→ **The input**:
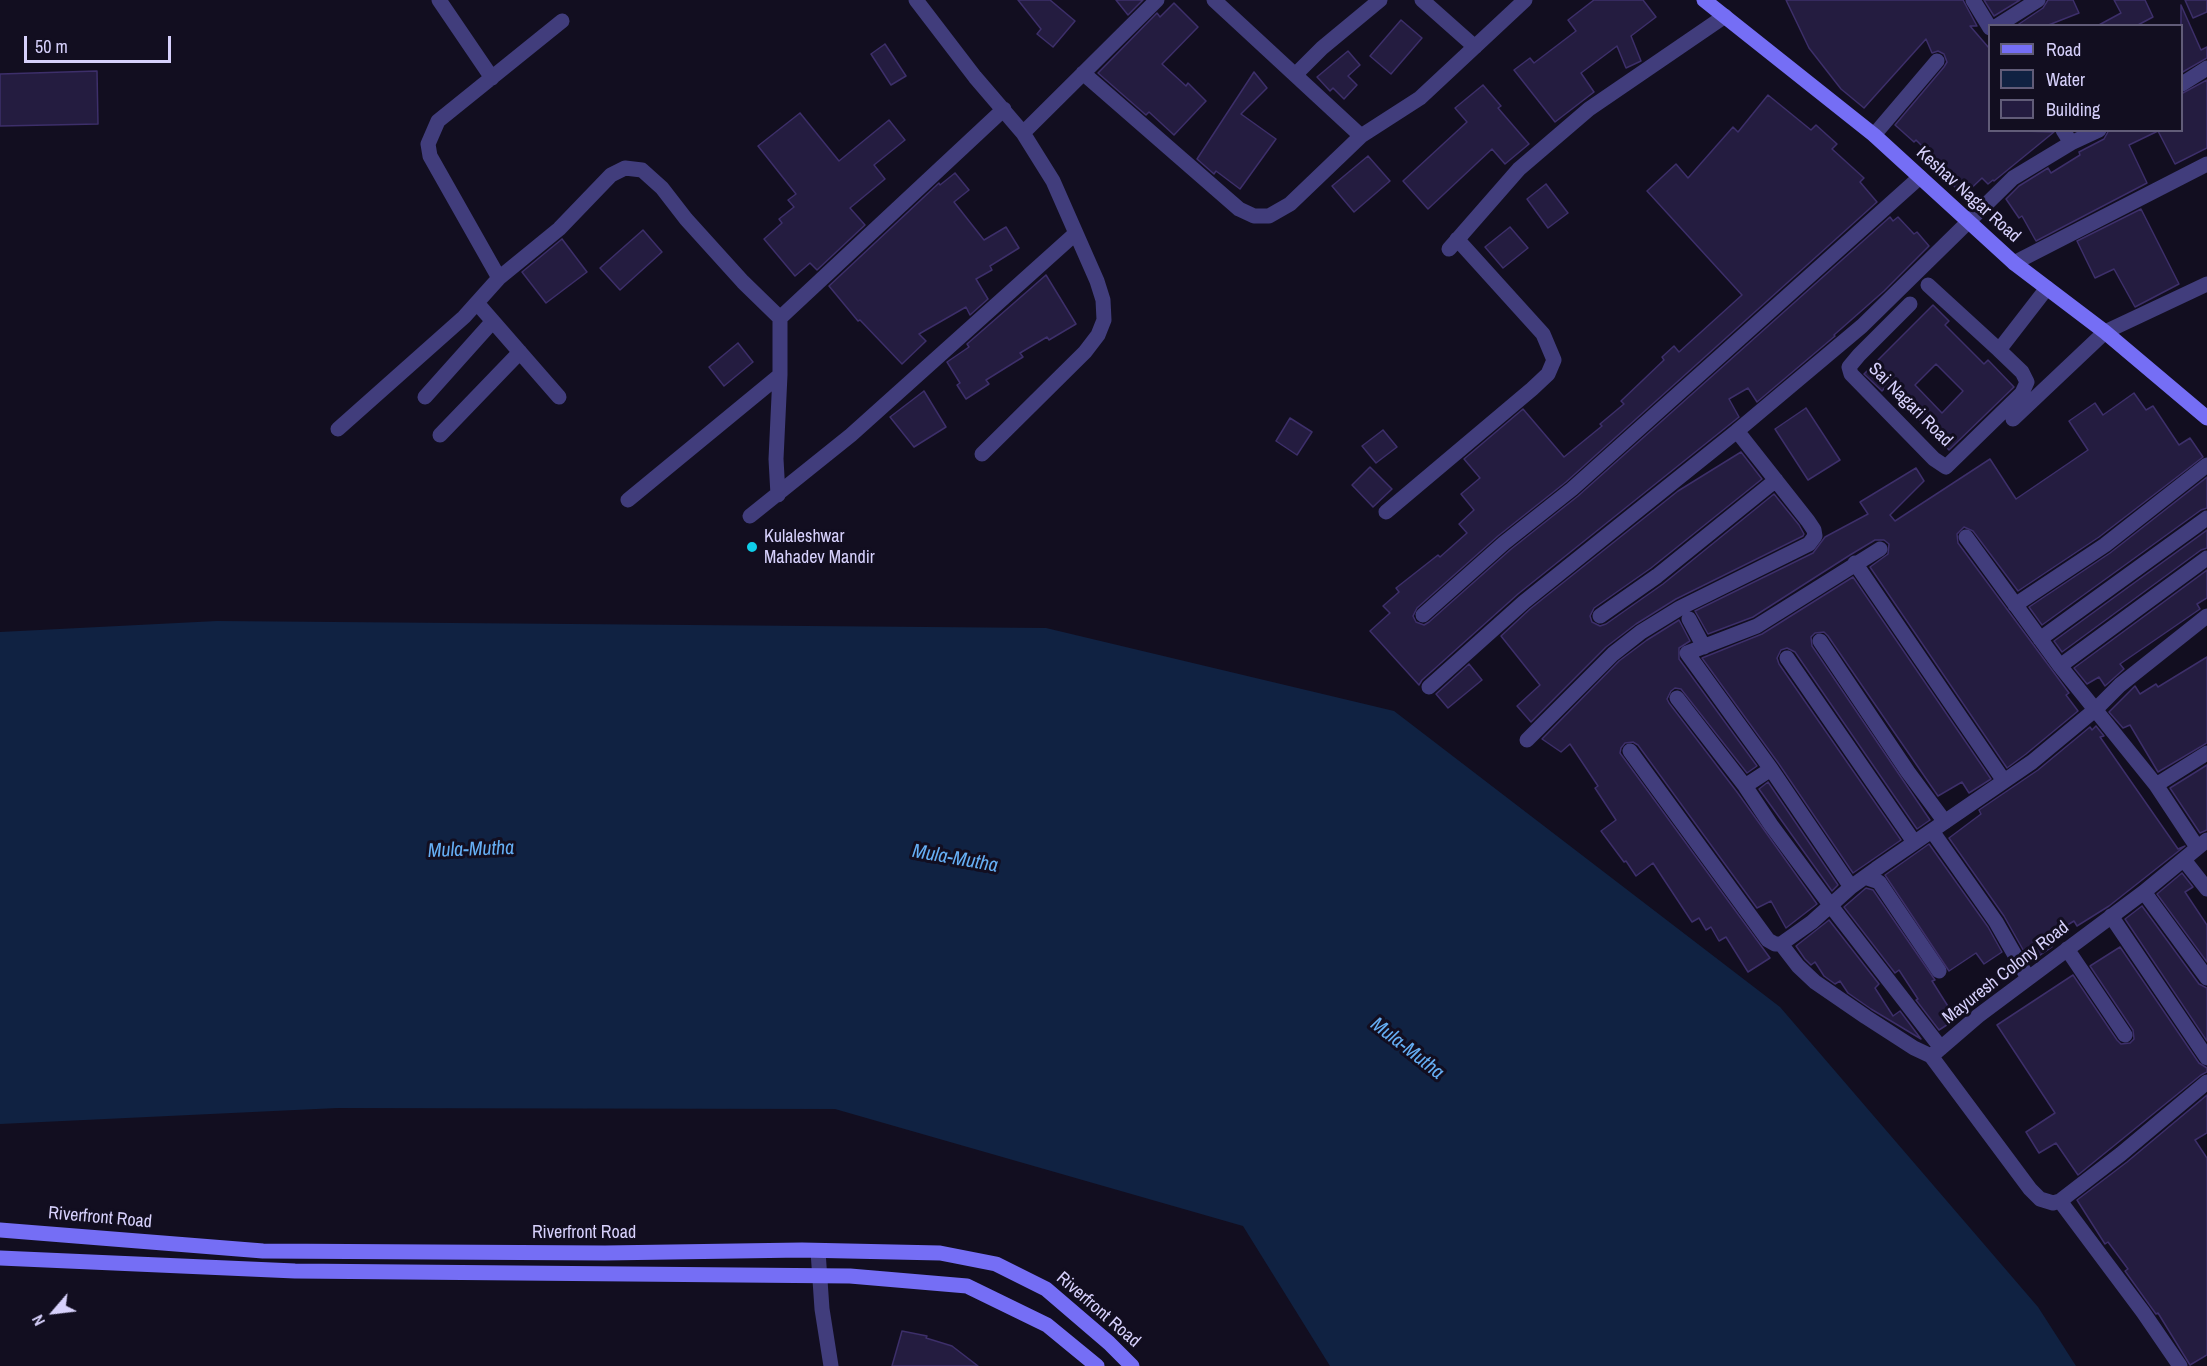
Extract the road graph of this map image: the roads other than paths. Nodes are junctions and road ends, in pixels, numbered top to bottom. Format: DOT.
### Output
graph roads {
  1 [pos="439,0"];
  2 [pos="1157,0"];
  3 [pos="1214,0"];
  4 [pos="1380,0"];
  5 [pos="1422,0"];
  6 [pos="1525,0"];
  7 [pos="1704,0"];
  8 [pos="1972,0"];
  9 [pos="2038,0"];
  10 [pos="923,2"];
  11 [pos="1725,16"];
  12 [pos="562,21"];
  13 [pos="2000,24"];
  14 [pos="1988,26"];
  15 [pos="1475,46"];
  16 [pos="1937,61"];
  17 [pos="2207,68"];
  18 [pos="1083,73"];
  19 [pos="1296,74"];
  20 [pos="492,78"];
  21 [pos="2183,83"];
  22 [pos="1004,109"];
  23 [pos="2089,132"];
  24 [pos="1023,133"];
  25 [pos="1874,135"];
  26 [pos="1361,136"];
  27 [pos="2067,137"];
  28 [pos="2207,164"];
  29 [pos="1920,177"];
  30 [pos="1968,221"];
  31 [pos="1076,233"];
  32 [pos="2014,263"];
  33 [pos="499,278"];
  34 [pos="2207,284"];
  35 [pos="1928,285"];
  36 [pos="2047,288"];
  37 [pos="477,303"];
  38 [pos="1910,304"];
  39 [pos="780,318"];
  40 [pos="493,321"];
  41 [pos="2105,332"];
  42 [pos="1999,350"];
  43 [pos="520,352"];
  44 [pos="780,375"];
  45 [pos="425,397"];
  46 [pos="559,397"];
  47 [pos="2207,418"];
  48 [pos="2013,419"];
  49 [pos="338,429"];
  50 [pos="1737,431"];
  51 [pos="440,435"];
  52 [pos="982,454"];
  53 [pos="2207,465"];
  54 [pos="1776,480"];
  55 [pos="778,495"];
  56 [pos="628,500"];
  57 [pos="1386,512"];
  58 [pos="750,516"];
  59 [pos="2207,518"];
  60 [pos="1966,537"];
  61 [pos="1880,549"];
  62 [pos="2207,558"];
  63 [pos="1854,563"];
  64 [pos="2015,605"];
  65 [pos="1423,615"];
  66 [pos="1600,616"];
  67 [pos="2207,616"];
  68 [pos="1689,619"];
  69 [pos="2040,639"];
  70 [pos="1820,641"];
  71 [pos="1704,647"];
  72 [pos="1786,658"];
  73 [pos="2060,666"];
  74 [pos="1429,687"];
  75 [pos="1677,698"];
  76 [pos="2096,709"];
  77 [pos="1527,740"];
  78 [pos="1630,751"];
  79 [pos="2207,753"];
  80 [pos="1771,769"];
  81 [pos="2004,781"];
  82 [pos="2156,785"];
  83 [pos="1745,786"];
  84 [pos="1938,826"];
  85 [pos="1914,842"];
  86 [pos="2202,844"];
  87 [pos="2184,860"];
  88 [pos="1867,878"];
  89 [pos="1851,887"];
  90 [pos="2207,889"];
  91 [pos="2144,892"];
  92 [pos="1831,906"];
  93 [pos="2111,916"];
  94 [pos="1781,944"];
  95 [pos="2067,949"];
  96 [pos="1939,971"];
  97 [pos="2028,978"];
  98 [pos="2207,978"];
  99 [pos="2125,1035"];
  100 [pos="1936,1052"];
  101 [pos="2207,1058"];
  102 [pos="2207,1082"];
  103 [pos="2060,1201"];
  104 [pos="0,1230"];
  105 [pos="177,1244"];
  106 [pos="296,1251"];
  107 [pos="818,1251"];
  108 [pos="554,1252"];
  109 [pos="605,1253"];
  110 [pos="0,1258"];
  111 [pos="173,1265"];
  112 [pos="295,1271"];
  113 [pos="554,1273"];
  114 [pos="603,1274"];
  115 [pos="819,1276"];
  116 [pos="831,1366"];
  117 [pos="1097,1366"];
  118 [pos="1132,1366"];
  119 [pos="2180,1366"];
  1 -- 20 [label="street"];
  2 -- 18 [label="street"];
  3 -- 19 [label="street"];
  4 -- 19 [label="street"];
  5 -- 15 [label="street"];
  6 -- 15 [label="street"];
  7 -- 11 [label="street, Keshav Nagar Road"];
  8 -- 14 [label="street"];
  9 -- 13 [label="street"];
  10 -- 22 [label="street"];
  11 -- 25 [label="street, Keshav Nagar Road"];
  11 -- 57 [label="street"];
  12 -- 20 [label="street"];
  15 -- 26 [label="street"];
  16 -- 25 [label="street"];
  17 -- 21 [label="street"];
  18 -- 24 [label="street"];
  18 -- 26 [label="street"];
  19 -- 26 [label="street"];
  20 -- 33 [label="street"];
  22 -- 24 [label="street"];
  22 -- 39 [label="street"];
  23 -- 27 [label="street"];
  24 -- 31 [label="street"];
  25 -- 29 [label="street, Keshav Nagar Road"];
  27 -- 30 [label="street"];
  28 -- 32 [label="street"];
  29 -- 30 [label="street, Keshav Nagar Road"];
  29 -- 65 [label="street"];
  30 -- 32 [label="street, Keshav Nagar Road"];
  30 -- 50 [label="street"];
  31 -- 52 [label="street"];
  31 -- 55 [label="street"];
  32 -- 36 [label="street, Keshav Nagar Road"];
  33 -- 37 [label="street"];
  33 -- 39 [label="street"];
  34 -- 41 [label="street"];
  35 -- 42 [label="street, Sai Nagari Road"];
  36 -- 41 [label="street, Keshav Nagar Road"];
  36 -- 42 [label="street"];
  37 -- 40 [label="street"];
  37 -- 49 [label="street"];
  38 -- 42 [label="street, Sai Nagari Road"];
  39 -- 44 [label="street"];
  40 -- 43 [label="street"];
  40 -- 45 [label="street"];
  41 -- 47 [label="street, Keshav Nagar Road"];
  41 -- 48 [label="street"];
  43 -- 46 [label="street"];
  43 -- 51 [label="street"];
  44 -- 55 [label="street"];
  44 -- 56 [label="street"];
  50 -- 54 [label="street"];
  50 -- 74 [label="street"];
  53 -- 64 [label="street"];
  54 -- 66 [label="street"];
  54 -- 77 [label="street"];
  55 -- 58 [label="street"];
  59 -- 69 [label="street"];
  60 -- 64 [label="street"];
  61 -- 63 [label="street"];
  62 -- 73 [label="street"];
  63 -- 71 [label="street"];
  63 -- 81 [label="street"];
  64 -- 69 [label="street"];
  67 -- 76 [label="street"];
  68 -- 71 [label="street"];
  69 -- 73 [label="street"];
  70 -- 84 [label="street"];
  71 -- 80 [label="street"];
  72 -- 85 [label="street"];
  73 -- 76 [label="street"];
  75 -- 83 [label="street, Mayuresh Colony Road"];
  76 -- 81 [label="street"];
  76 -- 82 [label="street"];
  78 -- 94 [label="street"];
  79 -- 82 [label="street"];
  80 -- 83 [label="street"];
  80 -- 89 [label="street"];
  81 -- 84 [label="street"];
  82 -- 86 [label="street"];
  83 -- 92 [label="street, Mayuresh Colony Road"];
  84 -- 85 [label="street"];
  84 -- 97 [label="street"];
  85 -- 88 [label="street"];
  86 -- 87 [label="street, Mayuresh Colony Road"];
  87 -- 90 [label="street"];
  87 -- 91 [label="street, Mayuresh Colony Road"];
  88 -- 89 [label="street"];
  88 -- 96 [label="street"];
  89 -- 92 [label="street"];
  91 -- 93 [label="street, Mayuresh Colony Road"];
  91 -- 98 [label="street"];
  92 -- 94 [label="street"];
  92 -- 100 [label="street, Mayuresh Colony Road"];
  93 -- 95 [label="street, Mayuresh Colony Road"];
  93 -- 101 [label="street"];
  94 -- 100 [label="street"];
  95 -- 97 [label="street, Mayuresh Colony Road"];
  95 -- 99 [label="street"];
  97 -- 100 [label="street, Mayuresh Colony Road"];
  100 -- 103 [label="street, Mayuresh Colony Road"];
  102 -- 103 [label="street"];
  103 -- 119 [label="street"];
  104 -- 105 [label="street, Riverfront Road"];
  105 -- 106 [label="street, Riverfront Road"];
  105 -- 111 [label="street"];
  106 -- 108 [label="street, Riverfront Road"];
  106 -- 112 [label="street"];
  107 -- 109 [label="street, Riverfront Road"];
  107 -- 115 [label="street"];
  107 -- 118 [label="street, Riverfront Road"];
  108 -- 109 [label="street, Riverfront Road"];
  108 -- 113 [label="street"];
  109 -- 114 [label="street"];
  110 -- 111 [label="street"];
  111 -- 112 [label="street"];
  112 -- 113 [label="street"];
  113 -- 114 [label="street"];
  114 -- 115 [label="street"];
  115 -- 116 [label="street"];
  115 -- 117 [label="street"];
}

→ **Work item**:
Within the material, find all lines that hold the word "Mayuresh" and show them.

→ **Response**:
  75 -- 83 [label="street, Mayuresh Colony Road"];
  83 -- 92 [label="street, Mayuresh Colony Road"];
  86 -- 87 [label="street, Mayuresh Colony Road"];
  87 -- 91 [label="street, Mayuresh Colony Road"];
  91 -- 93 [label="street, Mayuresh Colony Road"];
  92 -- 100 [label="street, Mayuresh Colony Road"];
  93 -- 95 [label="street, Mayuresh Colony Road"];
  95 -- 97 [label="street, Mayuresh Colony Road"];
  97 -- 100 [label="street, Mayuresh Colony Road"];
  100 -- 103 [label="street, Mayuresh Colony Road"];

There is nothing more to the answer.